**Work instruction**
Copy all lines holding the word "hand" from the entries.

START Information shown

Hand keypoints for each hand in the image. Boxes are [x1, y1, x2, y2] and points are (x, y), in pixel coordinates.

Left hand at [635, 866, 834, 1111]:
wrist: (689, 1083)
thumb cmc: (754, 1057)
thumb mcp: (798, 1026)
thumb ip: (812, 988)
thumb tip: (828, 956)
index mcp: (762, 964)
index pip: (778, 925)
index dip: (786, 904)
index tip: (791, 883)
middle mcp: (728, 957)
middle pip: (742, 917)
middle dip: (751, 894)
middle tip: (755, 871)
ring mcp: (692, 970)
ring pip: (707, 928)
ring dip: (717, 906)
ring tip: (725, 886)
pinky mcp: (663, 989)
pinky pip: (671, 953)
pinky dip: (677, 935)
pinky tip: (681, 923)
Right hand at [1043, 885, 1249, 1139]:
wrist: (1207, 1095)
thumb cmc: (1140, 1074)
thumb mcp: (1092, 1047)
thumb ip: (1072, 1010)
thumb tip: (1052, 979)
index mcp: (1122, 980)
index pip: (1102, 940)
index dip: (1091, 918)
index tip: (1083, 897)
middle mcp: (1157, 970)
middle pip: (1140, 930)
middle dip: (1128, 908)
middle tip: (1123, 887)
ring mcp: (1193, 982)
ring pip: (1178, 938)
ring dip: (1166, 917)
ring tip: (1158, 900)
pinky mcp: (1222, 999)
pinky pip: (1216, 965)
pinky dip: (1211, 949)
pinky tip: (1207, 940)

END Information shown

**Exercise result**
Hand keypoints for each hand in the image. Boxes are [x1, y1, x2, y2] and points are (x, y), in pixel coordinates.
Left hand at [635, 866, 834, 1111]:
Right hand at [1043, 885, 1249, 1139]:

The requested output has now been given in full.